(SUPPLIED DATA begins)
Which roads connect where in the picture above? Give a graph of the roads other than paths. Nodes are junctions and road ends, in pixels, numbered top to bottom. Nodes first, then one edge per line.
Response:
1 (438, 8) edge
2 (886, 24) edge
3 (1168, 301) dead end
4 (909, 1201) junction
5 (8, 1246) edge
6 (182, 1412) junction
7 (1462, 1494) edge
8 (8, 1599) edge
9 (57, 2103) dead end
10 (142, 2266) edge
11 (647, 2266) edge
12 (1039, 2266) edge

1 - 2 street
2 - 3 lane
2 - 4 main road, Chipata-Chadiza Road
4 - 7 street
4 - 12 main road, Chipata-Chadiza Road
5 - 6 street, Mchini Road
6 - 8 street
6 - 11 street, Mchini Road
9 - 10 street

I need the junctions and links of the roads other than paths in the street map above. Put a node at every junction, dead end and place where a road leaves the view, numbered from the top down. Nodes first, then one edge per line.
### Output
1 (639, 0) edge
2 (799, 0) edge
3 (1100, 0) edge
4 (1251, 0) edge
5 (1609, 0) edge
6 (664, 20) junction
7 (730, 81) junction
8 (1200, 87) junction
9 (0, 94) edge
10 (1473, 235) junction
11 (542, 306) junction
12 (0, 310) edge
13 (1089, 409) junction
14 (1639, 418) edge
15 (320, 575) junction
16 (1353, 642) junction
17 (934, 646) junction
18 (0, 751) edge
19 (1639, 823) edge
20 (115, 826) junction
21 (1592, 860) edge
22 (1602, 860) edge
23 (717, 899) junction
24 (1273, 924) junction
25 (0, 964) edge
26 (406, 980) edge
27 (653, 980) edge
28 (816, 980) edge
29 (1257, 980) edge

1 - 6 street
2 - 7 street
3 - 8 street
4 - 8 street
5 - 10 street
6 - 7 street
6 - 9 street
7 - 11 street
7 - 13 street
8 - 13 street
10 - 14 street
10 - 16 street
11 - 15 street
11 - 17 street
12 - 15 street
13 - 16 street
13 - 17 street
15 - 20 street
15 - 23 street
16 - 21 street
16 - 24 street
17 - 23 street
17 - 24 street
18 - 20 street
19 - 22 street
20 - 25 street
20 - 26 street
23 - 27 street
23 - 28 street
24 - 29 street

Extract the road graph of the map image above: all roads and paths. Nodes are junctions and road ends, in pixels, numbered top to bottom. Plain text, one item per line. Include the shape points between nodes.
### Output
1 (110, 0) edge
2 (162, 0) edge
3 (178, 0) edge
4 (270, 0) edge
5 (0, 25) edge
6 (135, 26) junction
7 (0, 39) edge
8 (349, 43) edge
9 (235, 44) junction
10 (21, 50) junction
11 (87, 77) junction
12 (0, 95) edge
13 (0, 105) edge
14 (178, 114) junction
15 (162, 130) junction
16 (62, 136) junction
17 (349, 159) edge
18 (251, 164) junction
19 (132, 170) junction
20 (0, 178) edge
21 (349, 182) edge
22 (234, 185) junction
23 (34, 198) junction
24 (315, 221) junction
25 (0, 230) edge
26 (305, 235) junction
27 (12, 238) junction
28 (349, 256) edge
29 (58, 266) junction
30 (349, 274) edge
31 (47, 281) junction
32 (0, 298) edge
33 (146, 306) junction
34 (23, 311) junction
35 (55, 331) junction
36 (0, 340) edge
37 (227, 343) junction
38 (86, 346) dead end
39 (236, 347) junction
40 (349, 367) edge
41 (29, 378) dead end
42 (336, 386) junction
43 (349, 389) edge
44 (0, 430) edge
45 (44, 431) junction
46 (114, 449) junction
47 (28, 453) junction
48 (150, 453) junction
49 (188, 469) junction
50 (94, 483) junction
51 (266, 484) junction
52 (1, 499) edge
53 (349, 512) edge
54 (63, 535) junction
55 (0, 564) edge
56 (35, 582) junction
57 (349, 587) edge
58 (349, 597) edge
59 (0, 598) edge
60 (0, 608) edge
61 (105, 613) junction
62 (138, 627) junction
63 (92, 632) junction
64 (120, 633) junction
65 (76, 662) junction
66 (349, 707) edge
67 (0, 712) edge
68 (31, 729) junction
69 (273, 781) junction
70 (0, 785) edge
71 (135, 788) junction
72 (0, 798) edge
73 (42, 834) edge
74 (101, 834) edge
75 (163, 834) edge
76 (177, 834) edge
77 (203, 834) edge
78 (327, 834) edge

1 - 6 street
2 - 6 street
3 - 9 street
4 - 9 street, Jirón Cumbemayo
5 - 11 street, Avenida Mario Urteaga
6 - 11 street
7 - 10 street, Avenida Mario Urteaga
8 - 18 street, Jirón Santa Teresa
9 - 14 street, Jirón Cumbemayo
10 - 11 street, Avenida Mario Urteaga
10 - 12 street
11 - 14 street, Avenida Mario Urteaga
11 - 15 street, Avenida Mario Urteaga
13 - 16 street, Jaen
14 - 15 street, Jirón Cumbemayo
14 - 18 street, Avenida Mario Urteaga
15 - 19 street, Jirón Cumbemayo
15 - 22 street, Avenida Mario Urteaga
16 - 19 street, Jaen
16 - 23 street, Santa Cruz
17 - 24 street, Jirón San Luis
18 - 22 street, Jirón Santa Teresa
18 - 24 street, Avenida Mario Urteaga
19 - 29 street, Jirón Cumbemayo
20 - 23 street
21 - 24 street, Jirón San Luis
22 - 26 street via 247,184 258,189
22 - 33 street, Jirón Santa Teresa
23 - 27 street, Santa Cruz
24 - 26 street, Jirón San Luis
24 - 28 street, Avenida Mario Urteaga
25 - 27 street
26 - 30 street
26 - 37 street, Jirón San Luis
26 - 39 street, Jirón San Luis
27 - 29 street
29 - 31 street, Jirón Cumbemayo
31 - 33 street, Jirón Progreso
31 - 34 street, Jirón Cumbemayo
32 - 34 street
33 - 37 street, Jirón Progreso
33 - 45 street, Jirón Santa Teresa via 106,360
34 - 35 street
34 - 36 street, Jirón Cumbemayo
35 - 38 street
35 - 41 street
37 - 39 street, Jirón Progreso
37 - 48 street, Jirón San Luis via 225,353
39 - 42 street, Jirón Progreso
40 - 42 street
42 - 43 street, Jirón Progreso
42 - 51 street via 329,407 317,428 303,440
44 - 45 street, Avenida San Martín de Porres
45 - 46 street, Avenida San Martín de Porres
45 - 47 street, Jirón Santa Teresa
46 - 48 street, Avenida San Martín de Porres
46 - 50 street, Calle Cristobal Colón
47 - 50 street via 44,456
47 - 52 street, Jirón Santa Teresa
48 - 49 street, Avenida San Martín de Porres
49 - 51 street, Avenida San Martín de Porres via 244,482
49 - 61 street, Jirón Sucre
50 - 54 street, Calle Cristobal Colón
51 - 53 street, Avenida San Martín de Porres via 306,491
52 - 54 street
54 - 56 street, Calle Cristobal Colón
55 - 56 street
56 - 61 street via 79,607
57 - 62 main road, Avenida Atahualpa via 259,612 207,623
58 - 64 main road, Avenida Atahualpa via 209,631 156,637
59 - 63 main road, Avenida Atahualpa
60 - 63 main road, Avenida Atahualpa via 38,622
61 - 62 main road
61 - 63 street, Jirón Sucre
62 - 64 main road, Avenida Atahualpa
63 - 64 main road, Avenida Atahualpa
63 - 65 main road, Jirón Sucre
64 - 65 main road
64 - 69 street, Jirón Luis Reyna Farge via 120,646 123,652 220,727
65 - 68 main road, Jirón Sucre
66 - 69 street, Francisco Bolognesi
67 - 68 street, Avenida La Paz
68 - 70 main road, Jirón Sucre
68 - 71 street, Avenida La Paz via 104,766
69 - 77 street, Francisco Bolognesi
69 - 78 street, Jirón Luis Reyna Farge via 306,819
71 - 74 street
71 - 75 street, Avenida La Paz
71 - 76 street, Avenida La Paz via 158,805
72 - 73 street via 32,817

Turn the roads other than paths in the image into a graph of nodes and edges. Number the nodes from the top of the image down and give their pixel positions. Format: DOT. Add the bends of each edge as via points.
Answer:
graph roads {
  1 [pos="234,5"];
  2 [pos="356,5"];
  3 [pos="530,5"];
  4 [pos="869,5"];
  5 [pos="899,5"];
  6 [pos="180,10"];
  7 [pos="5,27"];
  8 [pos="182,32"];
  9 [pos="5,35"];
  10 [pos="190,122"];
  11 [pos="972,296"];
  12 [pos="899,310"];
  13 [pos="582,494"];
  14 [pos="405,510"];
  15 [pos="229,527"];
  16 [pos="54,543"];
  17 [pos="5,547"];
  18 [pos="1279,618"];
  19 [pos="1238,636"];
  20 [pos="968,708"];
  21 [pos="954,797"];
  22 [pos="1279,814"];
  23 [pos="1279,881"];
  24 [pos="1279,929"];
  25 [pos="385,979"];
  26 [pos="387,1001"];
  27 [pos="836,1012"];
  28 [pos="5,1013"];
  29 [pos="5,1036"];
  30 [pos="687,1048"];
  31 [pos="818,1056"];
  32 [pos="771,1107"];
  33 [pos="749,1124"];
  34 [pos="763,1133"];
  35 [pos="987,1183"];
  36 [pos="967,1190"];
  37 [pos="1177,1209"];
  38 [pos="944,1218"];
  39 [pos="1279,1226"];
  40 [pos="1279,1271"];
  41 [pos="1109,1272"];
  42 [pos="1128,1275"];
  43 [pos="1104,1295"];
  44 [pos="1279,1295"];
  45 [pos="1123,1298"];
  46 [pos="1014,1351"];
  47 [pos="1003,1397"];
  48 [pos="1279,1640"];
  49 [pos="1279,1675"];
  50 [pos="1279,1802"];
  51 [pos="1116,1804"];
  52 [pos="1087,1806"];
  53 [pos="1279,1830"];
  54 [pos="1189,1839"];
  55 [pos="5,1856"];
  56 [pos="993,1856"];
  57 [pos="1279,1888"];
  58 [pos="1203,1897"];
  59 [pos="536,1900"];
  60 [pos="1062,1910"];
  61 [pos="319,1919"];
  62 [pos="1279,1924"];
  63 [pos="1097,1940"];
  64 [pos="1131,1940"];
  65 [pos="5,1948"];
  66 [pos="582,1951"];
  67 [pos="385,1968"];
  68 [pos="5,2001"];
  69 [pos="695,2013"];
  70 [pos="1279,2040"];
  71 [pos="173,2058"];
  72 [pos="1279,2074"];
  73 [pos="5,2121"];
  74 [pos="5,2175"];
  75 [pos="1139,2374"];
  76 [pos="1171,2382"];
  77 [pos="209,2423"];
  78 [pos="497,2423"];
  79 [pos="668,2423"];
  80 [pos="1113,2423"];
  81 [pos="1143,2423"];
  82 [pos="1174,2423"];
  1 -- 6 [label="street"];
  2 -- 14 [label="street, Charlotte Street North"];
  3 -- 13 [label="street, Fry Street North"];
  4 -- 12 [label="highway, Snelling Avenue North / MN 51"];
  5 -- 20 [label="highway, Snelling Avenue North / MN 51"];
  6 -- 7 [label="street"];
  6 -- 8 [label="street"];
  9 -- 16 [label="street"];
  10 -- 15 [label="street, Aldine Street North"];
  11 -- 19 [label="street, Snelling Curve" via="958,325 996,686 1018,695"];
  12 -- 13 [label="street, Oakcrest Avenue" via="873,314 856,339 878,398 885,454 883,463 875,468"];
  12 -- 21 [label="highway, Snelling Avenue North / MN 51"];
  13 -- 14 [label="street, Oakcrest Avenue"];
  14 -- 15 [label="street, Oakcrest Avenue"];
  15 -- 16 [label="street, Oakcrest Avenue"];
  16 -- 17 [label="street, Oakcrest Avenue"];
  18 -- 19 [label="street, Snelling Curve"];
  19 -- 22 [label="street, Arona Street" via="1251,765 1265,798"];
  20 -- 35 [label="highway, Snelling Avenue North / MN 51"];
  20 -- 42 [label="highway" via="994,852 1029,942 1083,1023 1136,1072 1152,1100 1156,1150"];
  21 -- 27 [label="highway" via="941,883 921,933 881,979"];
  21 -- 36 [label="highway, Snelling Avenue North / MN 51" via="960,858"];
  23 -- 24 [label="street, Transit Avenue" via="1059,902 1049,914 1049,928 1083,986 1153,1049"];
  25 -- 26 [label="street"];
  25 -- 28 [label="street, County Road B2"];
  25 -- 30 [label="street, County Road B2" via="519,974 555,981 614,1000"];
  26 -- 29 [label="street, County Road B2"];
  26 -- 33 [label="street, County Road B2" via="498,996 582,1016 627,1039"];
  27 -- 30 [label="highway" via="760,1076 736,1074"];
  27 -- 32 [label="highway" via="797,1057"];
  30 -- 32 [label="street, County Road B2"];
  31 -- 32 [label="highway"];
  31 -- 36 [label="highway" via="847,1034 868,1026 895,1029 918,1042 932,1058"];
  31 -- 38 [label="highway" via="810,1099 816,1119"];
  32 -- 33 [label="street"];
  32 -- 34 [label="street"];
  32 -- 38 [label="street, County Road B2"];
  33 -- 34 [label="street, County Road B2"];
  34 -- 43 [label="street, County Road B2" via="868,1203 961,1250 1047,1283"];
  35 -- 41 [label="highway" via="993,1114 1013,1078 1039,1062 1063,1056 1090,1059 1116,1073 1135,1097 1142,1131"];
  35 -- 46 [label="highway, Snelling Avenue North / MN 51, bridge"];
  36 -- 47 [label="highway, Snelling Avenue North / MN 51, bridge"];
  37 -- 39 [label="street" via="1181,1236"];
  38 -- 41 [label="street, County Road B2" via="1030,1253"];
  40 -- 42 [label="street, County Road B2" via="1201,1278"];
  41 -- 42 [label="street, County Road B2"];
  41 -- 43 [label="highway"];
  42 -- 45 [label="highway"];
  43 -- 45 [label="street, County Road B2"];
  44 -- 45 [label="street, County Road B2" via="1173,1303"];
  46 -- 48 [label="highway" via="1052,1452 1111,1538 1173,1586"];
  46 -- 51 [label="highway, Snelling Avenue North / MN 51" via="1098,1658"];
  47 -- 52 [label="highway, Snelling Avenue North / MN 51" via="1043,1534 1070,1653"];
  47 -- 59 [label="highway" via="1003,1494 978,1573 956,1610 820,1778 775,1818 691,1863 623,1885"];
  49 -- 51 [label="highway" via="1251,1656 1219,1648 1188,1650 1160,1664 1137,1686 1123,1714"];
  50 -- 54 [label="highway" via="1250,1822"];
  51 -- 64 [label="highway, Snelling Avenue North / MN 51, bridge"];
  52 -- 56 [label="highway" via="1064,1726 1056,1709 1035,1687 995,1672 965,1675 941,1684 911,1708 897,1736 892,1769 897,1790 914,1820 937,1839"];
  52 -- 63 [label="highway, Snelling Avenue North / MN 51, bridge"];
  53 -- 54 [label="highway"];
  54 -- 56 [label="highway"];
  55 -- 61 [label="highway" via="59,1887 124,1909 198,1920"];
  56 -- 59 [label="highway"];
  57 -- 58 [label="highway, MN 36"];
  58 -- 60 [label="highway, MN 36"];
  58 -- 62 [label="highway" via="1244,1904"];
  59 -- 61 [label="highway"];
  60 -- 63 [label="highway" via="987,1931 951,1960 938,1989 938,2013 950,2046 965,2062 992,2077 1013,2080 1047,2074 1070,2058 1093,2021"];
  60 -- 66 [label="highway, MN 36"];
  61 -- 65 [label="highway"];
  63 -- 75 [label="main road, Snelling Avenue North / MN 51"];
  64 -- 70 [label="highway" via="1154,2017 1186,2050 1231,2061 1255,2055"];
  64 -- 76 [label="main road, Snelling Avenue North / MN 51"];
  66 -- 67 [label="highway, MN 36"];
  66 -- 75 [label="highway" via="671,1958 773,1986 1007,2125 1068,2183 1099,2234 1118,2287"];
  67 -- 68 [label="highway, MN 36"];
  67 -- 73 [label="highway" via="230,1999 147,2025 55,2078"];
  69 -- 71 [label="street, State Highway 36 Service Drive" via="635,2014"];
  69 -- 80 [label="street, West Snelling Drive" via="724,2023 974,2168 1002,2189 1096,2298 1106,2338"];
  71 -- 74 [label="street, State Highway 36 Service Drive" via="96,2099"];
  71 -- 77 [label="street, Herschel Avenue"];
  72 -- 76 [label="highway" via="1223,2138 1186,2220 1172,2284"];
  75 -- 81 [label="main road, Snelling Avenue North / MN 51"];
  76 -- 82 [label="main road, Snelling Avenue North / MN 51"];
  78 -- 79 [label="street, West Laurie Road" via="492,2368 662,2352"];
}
(SUPPLIED DATA ends)
• _TASK DETAILS_
Throughout the listing above, count the lines where the word "Calle" appears, then reply with that count and no other words.

• _SOLUTION_
3